You can nuke your friends and enemies in Bethesda’s upcoming Fallout 76, and people aren’t happy about it. Video games have always trivialized violence, but some fans and critics feel that the inclusion of a nuclear war mechanic is a step too far. Waypoint’s excellent article about this subject pointed out that nuclear war is fundamentally horrifying and shouldn’t become another tool in video game’s power fantasy kit.
Experts on nuclear war tend to agree. “It’s very sanitized,” Jeffrey Lewis—a nuclear expert at the Middlebury Institute of International Studies at Monterey—told me in an email. “I find it a little off-putting.”
“ICBMs are not fun. Or funny,” Tom Nichols, professor at the US Navy War College and the author of No Use: Nuclear Weapons and US National Security, said via email.
“Nuclear war wouldn’t be fun and that doesn’t sell well," Martin Pfeiffer, a PhD candidate at the University of New Mexico who studies the way we talk about nuclear war, told me over Twitter.
In what the developers call “the nuke loop,” Fallout 76 players can hunt down nuclear codes and launch ICBMs at the map. Fallout 76 gives players many incentives to do this—it’s a great way to wipe out a pack of annoying players and it also generates some end game content. Lands irradiated by a fresh nuclear missile will spawn enemies, gear, and plants that don’t otherwise appear in Fallout 76’s version of West Virginia.
Bethesda ended its recent gameplay reveal of Fallout 76 by nuking an area while a crowd of journalists and YouTubers watched. I was there, and most of us oohed and awed at the stunning power of this digital atom. We rushed down the hill and into the blast zone, our avatar’s bodies liquifying in the nuclear heat. Most of us smiled and laughed. We collected our footage and posted it online the following week.
I think about nuclear war a lot, and found the moment unsettling at first. But thought about it and embraced wacky ICBM launches as a way to deal with the existential horror of nuclear war. But some fans and critics were horrified by “the nuke loop” and I understand why. With a newly weaponized North Korea, and a belligerent American president, the post-apocalyptic setting of the Fallout franchise looks less like a fun place to visit and more like an inappropriate vision of a possible future.
“I have always been somewhat ambivalent about Fallout,” Pfeiffer said. “I would argue that a focus on the aesthetics of nuclear warfare rather than the human toll descends into spectacular #NukePorn…navigating a post-nuclear wasteland for fun, well. That line between satire and an aestheticized and fun post-apocalypse can get awful thin.”
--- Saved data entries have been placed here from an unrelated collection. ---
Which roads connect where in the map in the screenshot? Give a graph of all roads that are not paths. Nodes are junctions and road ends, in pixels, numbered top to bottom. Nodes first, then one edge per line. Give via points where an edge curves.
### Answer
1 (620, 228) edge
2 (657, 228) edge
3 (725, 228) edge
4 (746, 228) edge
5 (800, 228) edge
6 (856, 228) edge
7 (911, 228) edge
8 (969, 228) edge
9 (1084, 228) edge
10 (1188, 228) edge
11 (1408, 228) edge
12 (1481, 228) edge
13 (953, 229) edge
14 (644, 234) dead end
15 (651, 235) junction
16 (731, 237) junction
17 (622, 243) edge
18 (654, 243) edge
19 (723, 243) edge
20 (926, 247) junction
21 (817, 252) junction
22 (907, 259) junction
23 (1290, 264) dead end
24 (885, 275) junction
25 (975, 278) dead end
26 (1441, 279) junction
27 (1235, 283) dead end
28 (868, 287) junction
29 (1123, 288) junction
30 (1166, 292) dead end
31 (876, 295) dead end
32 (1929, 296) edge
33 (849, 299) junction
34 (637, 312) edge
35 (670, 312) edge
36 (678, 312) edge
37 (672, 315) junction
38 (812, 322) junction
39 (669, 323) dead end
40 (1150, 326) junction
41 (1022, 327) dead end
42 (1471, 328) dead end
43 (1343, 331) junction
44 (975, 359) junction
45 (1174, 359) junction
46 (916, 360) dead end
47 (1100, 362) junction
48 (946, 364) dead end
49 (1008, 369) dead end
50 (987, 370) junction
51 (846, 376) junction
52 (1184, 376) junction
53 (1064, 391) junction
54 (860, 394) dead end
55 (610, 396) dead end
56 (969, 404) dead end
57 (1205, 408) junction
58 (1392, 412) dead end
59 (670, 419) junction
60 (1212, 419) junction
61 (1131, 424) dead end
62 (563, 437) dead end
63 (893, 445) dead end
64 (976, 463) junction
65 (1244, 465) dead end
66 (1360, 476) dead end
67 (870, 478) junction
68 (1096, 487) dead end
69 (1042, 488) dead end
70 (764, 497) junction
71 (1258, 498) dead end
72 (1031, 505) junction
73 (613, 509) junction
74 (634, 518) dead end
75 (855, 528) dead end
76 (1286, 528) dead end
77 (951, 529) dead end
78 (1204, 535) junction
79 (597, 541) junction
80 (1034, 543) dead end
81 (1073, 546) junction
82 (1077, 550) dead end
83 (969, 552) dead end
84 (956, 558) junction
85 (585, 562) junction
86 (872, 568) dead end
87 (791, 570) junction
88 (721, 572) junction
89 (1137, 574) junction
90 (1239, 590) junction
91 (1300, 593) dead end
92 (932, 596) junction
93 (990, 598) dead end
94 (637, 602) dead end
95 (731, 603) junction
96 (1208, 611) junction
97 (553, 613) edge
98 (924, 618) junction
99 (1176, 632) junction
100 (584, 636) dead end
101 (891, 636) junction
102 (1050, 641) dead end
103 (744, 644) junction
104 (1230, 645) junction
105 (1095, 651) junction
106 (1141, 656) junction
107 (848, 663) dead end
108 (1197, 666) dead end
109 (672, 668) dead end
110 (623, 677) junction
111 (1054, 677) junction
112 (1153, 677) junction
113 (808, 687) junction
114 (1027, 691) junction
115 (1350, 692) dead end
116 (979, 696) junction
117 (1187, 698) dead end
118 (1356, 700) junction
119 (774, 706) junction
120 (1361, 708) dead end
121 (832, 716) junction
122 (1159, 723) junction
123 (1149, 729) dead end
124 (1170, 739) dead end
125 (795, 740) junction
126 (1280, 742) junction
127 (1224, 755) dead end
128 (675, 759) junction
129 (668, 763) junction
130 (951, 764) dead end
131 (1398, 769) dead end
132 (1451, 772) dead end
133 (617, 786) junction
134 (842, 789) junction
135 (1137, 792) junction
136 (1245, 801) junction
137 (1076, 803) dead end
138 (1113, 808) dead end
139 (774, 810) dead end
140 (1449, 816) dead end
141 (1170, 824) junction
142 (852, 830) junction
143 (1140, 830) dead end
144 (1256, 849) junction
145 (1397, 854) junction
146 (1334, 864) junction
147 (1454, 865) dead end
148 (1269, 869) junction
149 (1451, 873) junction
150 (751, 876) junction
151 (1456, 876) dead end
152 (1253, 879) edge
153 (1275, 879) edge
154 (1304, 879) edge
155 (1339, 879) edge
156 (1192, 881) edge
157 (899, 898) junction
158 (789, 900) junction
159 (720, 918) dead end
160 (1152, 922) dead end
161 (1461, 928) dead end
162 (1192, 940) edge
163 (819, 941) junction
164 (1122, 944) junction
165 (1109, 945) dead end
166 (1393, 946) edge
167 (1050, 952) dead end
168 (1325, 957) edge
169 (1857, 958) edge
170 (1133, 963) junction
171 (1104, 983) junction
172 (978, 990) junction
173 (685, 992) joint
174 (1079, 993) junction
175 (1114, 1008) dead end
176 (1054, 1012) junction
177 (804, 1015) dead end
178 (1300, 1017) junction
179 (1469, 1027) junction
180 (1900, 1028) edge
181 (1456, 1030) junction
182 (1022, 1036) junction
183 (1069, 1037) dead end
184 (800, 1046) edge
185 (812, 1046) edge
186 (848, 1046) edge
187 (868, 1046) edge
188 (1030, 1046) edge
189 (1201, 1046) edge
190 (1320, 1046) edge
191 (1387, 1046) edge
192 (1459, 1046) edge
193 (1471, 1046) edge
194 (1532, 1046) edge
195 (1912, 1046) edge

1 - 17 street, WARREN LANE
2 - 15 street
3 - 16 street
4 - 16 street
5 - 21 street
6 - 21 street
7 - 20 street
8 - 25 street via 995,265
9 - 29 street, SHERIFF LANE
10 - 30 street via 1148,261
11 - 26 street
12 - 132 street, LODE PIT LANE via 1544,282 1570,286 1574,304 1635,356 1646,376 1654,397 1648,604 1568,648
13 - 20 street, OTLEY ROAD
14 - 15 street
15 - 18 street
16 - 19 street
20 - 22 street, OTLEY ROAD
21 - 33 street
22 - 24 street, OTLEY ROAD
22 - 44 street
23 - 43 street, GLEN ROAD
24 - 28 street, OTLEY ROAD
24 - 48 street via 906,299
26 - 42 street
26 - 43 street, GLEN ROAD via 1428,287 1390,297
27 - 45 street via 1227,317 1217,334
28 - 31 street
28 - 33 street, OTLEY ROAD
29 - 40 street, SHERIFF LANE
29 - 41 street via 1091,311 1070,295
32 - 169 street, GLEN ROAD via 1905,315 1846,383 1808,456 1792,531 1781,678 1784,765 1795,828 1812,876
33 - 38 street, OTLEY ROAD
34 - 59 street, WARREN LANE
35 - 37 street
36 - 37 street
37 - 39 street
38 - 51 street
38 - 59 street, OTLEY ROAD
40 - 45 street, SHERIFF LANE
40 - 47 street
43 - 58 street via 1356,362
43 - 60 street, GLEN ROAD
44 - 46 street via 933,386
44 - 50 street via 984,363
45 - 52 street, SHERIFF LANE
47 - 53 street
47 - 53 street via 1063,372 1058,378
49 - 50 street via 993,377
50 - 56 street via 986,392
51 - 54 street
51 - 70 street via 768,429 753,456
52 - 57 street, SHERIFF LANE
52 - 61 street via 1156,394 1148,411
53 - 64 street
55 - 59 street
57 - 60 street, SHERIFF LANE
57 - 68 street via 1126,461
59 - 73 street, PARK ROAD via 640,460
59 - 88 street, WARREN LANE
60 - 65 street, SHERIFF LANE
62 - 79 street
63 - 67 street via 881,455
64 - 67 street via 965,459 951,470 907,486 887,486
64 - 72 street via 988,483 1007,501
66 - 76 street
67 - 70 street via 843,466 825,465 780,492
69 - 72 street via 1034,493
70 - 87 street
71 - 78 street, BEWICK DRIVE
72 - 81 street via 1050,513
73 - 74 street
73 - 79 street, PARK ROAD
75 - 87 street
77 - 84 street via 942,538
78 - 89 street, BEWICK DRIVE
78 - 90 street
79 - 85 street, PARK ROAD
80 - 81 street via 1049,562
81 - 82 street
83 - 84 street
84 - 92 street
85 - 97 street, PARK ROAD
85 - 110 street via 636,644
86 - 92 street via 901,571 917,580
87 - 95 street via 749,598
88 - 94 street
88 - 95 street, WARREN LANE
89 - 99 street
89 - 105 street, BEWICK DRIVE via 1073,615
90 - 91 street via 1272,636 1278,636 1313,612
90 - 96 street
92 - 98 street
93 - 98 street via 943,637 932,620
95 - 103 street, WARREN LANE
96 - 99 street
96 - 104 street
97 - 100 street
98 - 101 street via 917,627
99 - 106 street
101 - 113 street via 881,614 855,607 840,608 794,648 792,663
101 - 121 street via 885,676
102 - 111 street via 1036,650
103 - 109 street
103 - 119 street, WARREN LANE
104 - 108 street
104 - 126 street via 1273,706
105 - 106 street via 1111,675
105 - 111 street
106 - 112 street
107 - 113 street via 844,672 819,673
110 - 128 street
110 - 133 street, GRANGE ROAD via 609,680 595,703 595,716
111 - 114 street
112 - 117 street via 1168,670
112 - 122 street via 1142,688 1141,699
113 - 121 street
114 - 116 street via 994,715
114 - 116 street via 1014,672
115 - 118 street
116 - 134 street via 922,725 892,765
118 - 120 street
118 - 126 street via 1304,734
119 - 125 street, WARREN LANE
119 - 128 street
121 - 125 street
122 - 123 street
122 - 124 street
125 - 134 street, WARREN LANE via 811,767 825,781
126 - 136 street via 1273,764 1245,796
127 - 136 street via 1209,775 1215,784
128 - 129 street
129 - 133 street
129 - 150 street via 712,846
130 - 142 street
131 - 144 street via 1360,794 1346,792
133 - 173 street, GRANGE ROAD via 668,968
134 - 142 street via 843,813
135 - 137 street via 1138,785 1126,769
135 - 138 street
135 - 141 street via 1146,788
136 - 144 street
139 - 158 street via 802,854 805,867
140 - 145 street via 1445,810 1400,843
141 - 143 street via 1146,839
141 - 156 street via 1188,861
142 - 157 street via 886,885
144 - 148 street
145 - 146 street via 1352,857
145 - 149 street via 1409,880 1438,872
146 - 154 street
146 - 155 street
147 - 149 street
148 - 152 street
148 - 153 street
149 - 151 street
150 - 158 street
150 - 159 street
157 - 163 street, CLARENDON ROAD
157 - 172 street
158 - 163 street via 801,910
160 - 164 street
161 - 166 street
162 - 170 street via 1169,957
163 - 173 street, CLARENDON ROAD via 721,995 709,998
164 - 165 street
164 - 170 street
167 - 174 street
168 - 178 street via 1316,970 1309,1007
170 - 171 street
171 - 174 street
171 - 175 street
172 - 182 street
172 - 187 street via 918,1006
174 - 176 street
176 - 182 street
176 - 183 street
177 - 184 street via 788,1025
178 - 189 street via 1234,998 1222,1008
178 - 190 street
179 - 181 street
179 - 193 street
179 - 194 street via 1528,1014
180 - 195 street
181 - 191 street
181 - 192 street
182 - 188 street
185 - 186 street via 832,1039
That doesn’t mean Pfeiffer is against nuclear warfare in video games, generally, just that he wants it to be thoughtful. “I think it’s difficult to do nukes in a game format that doesn’t incorporate or allow for meanings that, from certain perspectives, are problematic,” he said. “It’s all about context and form and the audience.”
Pfeiffer pointed to DEFCON: Everybody Dies and the Civilization series as games that handle nuclear war well. In DEFCON, players control a superpower during a nuclear exchange. The goal is to kill as many of the opponents citizens while keeping your own alive. Most games end in a stalemate or pyrrhic victory. In Civilization, nuclear weapons cause massive penalties to diplomacy and ruin the territory they’re used in.
Nichols, a longtime Fallout fan, pointed out that using nuclear weapons isn’t a first for the Fallout series. “In one, you can destroy a town, in another you destroy a huge chunk of Boston. And there is a weapon in the game called a ‘Fatman’ which is a personal, shoulder held mini-nuke,” he said. But he wasn’t happy after watching footage of the missiles launches from Fallout 76. “It's one more reason I won't be playing the game,” he said. “ICBMs are not fun...they created the hellish world your player is in. Launching them for laughs is a complete violation of the sense of the game.”
For Nichols, and many critics, this new gameplay loop destroys the core of the Fallout franchise. “I think if you really want to zing Bethesda, give them hell for taking one of the most literate, well-written franchises in gaming history and turning it into just another way that teenage griefers can go around nuking each other,” he said.